Alternative solution
Running git clone --depth=1
would be an easier solution. However the problem about this is that everyone that clones the repo would have to know about the depth
flag. Another problem about it, is that you would not clone the history locally, so searches or things like git-blame
would not work.
Solution
Create a separate vendor/cache
folder in a another git repository, and add that as a git submodule. If vendor/cache
folder is not part of the main repo, history on that folder would not be tracked by the main repo. Therefore the RubyGems.org repository would not grow immensely with every gem update.

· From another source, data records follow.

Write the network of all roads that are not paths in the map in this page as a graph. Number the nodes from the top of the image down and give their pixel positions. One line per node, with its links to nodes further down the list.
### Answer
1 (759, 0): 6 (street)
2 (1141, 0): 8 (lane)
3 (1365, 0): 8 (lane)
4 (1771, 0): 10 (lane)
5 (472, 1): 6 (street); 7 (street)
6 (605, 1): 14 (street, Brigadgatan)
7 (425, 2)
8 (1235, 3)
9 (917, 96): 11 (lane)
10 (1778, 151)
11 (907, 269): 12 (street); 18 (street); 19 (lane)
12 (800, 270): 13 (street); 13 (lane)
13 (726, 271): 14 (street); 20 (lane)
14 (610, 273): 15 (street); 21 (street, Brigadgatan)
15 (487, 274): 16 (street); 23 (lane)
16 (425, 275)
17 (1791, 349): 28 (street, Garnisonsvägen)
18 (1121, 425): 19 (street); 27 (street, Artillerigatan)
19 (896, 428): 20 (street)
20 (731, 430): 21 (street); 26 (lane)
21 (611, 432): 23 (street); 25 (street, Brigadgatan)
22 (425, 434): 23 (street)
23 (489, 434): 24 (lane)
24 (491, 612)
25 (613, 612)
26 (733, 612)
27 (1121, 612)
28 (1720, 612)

However that would not solve the problem of having a 600MB repository. In order to fix that, we would have to rewrite history of the repository to remove all the vendored files from history. And that’s exactly what we did. As we were rewriting history we also decided to remove a few other big folders and files from the history:
- server/rubygems.html
- rubygems.txt
- server/rubygems.txt
- vendor/bundler_gems
- vendor/gems
- vendor/rails
- vendor/plugins
And lastly we moved vendor/cache
out of the history to another repository
Why?
RubyGems.org is an open source project, and contributions are always welcome, so a small and faster repository is key to make the project more approachable for the community.
Final results
$ git clone git@github.com:rubygems/rubygems.org-backup.git
$ du -skh .
536M .
$ git clone git@github.com:rubygems/rubygems.org.git
$ du -skh .
11M .
Impact on development
Everyone must rebase
Everyone that has a PR to rubygems/rubygems.org
, must rebase against the new history. Locally, this means that clones of rubygems/rubygems.org
can either delete and clone it again, or just git fetch --all; git pull --rebase
.
Installing dependencies
Nothing changed, still bundle install
will do its job.
Updating or adding a new gem
Just add the gem to Gemfile
or run bundle update gem_name
, and send a PR with changes to Gemfile
and Gemfile.lock
only. There is no need to update the vendor/cache
folder anymore, or to send a PR to the vendor repo. The RubyGems team will make sure to update the vendor folder.